--- TASK DESCRIPTION ---
Check every line of the material below for the string "street". State how many lines have it.

+++ GIVEN DATA

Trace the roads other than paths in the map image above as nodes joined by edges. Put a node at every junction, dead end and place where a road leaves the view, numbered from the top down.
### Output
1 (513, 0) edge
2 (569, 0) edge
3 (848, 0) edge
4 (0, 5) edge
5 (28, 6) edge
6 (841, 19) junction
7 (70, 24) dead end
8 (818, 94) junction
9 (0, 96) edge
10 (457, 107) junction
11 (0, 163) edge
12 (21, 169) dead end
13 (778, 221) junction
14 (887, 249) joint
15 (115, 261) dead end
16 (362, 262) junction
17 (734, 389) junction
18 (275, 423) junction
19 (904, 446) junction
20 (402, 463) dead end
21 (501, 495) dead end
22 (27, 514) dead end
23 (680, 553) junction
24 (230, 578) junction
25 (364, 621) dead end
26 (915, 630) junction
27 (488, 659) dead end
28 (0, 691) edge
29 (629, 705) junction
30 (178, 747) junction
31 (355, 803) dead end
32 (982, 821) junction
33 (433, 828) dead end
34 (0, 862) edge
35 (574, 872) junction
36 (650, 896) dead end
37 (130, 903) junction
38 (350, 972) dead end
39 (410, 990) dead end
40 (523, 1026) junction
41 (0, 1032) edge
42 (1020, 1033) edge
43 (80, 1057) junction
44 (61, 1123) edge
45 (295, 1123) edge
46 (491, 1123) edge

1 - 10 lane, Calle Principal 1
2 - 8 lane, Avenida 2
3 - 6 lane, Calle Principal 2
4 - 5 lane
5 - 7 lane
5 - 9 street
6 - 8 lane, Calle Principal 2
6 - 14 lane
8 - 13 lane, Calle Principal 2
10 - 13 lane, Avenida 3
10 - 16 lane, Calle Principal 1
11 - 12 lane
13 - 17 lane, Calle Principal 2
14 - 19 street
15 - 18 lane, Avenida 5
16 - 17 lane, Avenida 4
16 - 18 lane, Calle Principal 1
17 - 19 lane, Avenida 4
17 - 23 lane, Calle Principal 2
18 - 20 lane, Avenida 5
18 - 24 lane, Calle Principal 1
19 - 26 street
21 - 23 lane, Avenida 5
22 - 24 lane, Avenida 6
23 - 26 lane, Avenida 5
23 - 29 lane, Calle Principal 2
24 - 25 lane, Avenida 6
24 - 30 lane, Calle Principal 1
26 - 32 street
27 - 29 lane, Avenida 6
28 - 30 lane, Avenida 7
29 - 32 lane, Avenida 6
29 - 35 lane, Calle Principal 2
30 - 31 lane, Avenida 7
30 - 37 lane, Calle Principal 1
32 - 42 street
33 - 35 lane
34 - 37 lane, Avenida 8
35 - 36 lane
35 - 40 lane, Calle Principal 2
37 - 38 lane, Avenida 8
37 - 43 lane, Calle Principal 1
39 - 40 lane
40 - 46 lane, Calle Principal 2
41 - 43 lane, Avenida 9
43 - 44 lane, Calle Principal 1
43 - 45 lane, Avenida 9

++++++

--- EXERCISE RESULT ---
5